February came and with it some major changes in my life. On my 30th birthday (yikes, I'm 30?!) I closed on a place of my own and took a big step in life as I became a homeowner. This was a good move as I went from being nearly 40 minutes from my dad to now about seven. A few days after moving I went to Vancouver and had some amazing experiences there. I got to present at a school and a classroom there and the response gave me a lot of confidence. Also, I went curling for the first time of my life which I don't think I can relay to you on just how big of a thrill this was for me. Ever since I saw the sport played at the 1998 Winter Olympics in Nagano I had yearned to slide some truly heavy stones on ice. Was it fun? Oh yes! So much so I think I need to figure out how to get back to Vancouver to give some more presentations (and go curling again!)
Another unique thing I got to do was go boating with Rob and his dad. I had never gone boating before and I actually have a small phobia of the open water, but nonetheless I went and at one point in time everyone decided to put their lives in my hands when I was given control of the boat. See the expression on my face? That's the look of, "Oh my! We're about to die!" Thankfully, and obviously, we didn't and we went up to an island on the northwest part of Vancouver and had a lunch in this most scenic of places. While Vancouver is this bustling metropolis, this coffee house that served food was one of the most relaxing places I've ever been to and I look forward to the day I can go back there.
Everything changed when I got back as there became trouble at home. When I first moved into my place it sounded as if the neighbors didn't exist. I'm not in a standalone house but rather a condo and I never knew I had neighbors until one morning, before the sun came up, I heard noise. For the next couple months I didn't sleep all that well when I was at home and as the months progressed I (thankfully) spent little time at home and to give you an update the guy with the noise moved out and I hope that place stays on the market for a very long time (is that rude to hope for?).
Looking at my calendar and blog not all that much happened in March. I did speak at several schools and the responses there were amazing. Other than that my blogs, and my calendar journal were bland due in part to my lack of sleep.
My life, and year, accelerated at a fever pitch in April with presentations across the state as well as a few in Arizona. Racing season started and once again I served as chief starter for the USAC .25 Generation Next series as well as the SKUSA Pro Tour. I did have a close call at a race in Tucson as coming to the finish a couple cars came together and as this photo shows I got rather lucky that I am fast on my feet.
April was the busiest month I've ever had without being on an official national tour as I was gone 28 of the 30 days! I worked 3 races (Phoenix, Tucson, Albuquerque) but I also managed to speak to over 1,000 people!

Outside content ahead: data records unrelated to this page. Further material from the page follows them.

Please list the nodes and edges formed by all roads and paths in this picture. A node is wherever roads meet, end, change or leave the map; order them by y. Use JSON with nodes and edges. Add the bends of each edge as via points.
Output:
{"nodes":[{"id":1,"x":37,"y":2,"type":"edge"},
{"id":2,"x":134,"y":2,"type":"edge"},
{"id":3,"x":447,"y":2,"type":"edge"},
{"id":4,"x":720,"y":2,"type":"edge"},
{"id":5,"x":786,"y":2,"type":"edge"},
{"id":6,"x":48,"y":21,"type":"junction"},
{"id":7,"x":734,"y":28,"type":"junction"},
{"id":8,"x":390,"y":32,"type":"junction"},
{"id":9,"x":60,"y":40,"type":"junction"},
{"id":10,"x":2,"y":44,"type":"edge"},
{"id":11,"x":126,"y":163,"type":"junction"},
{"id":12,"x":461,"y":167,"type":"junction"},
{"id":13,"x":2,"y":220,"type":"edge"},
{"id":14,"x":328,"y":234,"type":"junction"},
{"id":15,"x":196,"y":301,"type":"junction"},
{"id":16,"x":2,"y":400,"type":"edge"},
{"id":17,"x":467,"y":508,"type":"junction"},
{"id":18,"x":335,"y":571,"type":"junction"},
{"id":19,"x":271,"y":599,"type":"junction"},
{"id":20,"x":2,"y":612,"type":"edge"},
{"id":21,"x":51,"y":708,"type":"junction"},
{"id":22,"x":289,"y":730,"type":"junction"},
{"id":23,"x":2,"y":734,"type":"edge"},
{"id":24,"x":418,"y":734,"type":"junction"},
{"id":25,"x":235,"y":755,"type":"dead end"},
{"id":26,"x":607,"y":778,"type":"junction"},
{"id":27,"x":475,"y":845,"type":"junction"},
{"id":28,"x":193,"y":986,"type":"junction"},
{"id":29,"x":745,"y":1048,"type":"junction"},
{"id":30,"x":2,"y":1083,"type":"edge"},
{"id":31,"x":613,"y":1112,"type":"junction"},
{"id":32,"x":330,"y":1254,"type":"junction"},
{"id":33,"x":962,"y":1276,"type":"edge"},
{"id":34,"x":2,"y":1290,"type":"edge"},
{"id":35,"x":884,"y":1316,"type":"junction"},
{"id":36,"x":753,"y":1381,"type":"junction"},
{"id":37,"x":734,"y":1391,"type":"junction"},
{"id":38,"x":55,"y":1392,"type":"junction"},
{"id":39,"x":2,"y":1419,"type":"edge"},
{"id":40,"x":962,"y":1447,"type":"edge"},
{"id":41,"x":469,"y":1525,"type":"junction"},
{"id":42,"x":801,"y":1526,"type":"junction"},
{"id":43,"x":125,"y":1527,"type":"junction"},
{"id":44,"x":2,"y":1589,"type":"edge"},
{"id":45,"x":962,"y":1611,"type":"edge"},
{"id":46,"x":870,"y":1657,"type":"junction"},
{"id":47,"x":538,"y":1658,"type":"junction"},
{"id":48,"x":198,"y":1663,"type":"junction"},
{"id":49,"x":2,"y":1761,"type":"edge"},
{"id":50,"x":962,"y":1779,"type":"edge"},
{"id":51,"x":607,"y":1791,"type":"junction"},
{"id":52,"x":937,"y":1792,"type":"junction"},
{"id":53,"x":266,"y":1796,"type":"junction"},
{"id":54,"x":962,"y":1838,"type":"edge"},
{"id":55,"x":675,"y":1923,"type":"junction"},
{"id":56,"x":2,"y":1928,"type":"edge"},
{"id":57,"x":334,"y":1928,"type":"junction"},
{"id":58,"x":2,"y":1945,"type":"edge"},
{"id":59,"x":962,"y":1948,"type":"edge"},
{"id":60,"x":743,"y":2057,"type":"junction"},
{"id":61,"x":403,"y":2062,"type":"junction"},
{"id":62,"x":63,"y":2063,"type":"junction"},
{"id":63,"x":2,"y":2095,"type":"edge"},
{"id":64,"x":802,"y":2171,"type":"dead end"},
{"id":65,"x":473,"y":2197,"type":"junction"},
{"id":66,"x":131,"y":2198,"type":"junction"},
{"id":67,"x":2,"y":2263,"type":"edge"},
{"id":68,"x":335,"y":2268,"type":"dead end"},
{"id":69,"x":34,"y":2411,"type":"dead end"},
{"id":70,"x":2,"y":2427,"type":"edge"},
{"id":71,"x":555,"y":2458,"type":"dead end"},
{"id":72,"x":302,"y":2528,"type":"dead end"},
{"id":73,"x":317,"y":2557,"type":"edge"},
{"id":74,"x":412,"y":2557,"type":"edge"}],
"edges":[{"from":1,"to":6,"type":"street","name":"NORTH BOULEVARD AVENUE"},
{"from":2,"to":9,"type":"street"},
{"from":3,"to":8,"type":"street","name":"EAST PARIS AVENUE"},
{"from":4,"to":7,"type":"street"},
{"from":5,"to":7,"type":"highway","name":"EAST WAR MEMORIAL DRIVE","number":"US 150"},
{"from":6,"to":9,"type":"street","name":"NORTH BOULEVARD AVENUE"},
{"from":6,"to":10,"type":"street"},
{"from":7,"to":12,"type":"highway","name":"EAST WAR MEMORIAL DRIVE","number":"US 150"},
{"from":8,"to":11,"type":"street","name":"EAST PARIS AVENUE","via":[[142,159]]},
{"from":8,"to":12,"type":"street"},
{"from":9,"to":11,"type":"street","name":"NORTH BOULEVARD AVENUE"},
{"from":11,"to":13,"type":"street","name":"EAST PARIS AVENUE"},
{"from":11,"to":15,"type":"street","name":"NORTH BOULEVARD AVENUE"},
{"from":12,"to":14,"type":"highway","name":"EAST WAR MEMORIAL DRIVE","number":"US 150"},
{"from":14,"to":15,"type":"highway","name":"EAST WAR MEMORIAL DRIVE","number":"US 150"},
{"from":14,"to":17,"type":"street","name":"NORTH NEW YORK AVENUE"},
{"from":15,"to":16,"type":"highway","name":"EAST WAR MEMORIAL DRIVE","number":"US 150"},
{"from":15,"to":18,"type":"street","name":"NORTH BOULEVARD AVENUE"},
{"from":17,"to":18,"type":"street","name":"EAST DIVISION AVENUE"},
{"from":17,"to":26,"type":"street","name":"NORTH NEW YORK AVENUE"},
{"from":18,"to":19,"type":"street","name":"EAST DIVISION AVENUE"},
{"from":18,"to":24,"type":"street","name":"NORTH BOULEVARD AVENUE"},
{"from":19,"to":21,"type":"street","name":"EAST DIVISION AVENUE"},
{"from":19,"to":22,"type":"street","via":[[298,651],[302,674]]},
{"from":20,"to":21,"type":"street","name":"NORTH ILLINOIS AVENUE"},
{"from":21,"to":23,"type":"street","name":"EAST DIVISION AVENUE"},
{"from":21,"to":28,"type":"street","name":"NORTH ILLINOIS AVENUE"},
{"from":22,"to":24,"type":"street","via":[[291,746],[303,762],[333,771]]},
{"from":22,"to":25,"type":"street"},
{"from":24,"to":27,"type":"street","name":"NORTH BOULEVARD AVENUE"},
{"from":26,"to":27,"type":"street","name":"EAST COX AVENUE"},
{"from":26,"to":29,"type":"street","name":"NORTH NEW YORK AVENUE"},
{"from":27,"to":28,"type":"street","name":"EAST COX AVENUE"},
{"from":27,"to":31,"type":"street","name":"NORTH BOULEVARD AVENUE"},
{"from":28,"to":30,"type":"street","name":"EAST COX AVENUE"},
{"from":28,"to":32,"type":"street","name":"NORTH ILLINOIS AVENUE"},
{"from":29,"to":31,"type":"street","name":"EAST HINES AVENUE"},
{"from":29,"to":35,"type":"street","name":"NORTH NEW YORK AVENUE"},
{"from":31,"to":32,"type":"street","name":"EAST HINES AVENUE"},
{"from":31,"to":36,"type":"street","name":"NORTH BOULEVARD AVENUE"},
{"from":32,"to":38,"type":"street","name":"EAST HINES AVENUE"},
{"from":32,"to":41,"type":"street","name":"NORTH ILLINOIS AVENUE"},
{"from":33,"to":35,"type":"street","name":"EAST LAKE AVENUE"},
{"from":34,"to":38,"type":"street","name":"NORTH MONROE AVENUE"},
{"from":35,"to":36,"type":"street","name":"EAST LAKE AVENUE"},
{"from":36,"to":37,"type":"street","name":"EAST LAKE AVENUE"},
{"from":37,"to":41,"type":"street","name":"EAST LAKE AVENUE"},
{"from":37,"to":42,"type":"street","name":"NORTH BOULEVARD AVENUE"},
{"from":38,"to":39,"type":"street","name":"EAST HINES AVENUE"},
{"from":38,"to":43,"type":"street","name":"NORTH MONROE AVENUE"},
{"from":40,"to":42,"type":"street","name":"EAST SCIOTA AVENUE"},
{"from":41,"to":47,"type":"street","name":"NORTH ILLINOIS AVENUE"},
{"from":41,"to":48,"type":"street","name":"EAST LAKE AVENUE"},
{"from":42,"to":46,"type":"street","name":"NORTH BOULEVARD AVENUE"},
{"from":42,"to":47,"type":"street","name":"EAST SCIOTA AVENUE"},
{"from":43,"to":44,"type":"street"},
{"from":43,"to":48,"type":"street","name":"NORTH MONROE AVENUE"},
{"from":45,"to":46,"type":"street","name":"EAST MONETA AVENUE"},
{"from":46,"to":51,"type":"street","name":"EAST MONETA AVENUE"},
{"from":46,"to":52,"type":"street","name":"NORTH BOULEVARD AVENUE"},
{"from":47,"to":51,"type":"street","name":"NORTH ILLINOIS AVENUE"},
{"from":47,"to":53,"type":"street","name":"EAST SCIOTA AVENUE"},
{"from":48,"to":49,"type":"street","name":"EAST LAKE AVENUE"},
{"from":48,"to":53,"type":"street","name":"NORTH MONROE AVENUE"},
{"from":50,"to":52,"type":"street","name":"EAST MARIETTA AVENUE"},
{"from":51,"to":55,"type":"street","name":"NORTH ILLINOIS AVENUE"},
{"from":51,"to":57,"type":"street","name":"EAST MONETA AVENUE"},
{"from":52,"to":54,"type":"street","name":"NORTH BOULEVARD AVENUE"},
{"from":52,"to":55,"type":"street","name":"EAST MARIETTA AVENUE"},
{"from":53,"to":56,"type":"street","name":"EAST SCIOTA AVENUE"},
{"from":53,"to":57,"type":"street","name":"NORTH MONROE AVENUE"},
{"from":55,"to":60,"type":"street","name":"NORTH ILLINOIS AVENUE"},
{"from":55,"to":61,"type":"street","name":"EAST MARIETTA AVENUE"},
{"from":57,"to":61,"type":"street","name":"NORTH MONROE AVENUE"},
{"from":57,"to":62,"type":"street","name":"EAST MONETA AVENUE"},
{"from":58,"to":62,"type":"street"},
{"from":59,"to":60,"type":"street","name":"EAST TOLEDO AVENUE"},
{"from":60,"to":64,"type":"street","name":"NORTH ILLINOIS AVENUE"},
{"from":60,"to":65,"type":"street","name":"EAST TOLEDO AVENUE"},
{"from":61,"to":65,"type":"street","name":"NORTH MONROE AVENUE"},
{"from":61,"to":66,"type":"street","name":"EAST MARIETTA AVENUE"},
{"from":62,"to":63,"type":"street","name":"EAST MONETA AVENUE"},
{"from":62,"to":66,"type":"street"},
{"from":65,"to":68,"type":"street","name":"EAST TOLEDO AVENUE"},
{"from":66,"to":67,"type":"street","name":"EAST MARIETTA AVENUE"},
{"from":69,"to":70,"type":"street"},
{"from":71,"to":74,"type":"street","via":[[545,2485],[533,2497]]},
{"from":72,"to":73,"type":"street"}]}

In May I lived out a dream. The month started with several presentations to schools; some big and some small. It was a long wait until May 13th, though, as on that day I got to serve as the honorary starter for that day's practice for the Indianapolis 500. Was I excited? Most certainly; it's hard to wait for a day that one has waited for forever. It was an honor and even more so that the Speedway wrote this amazing article about me. I do have this photo to the right to remember the day by but I also have this video.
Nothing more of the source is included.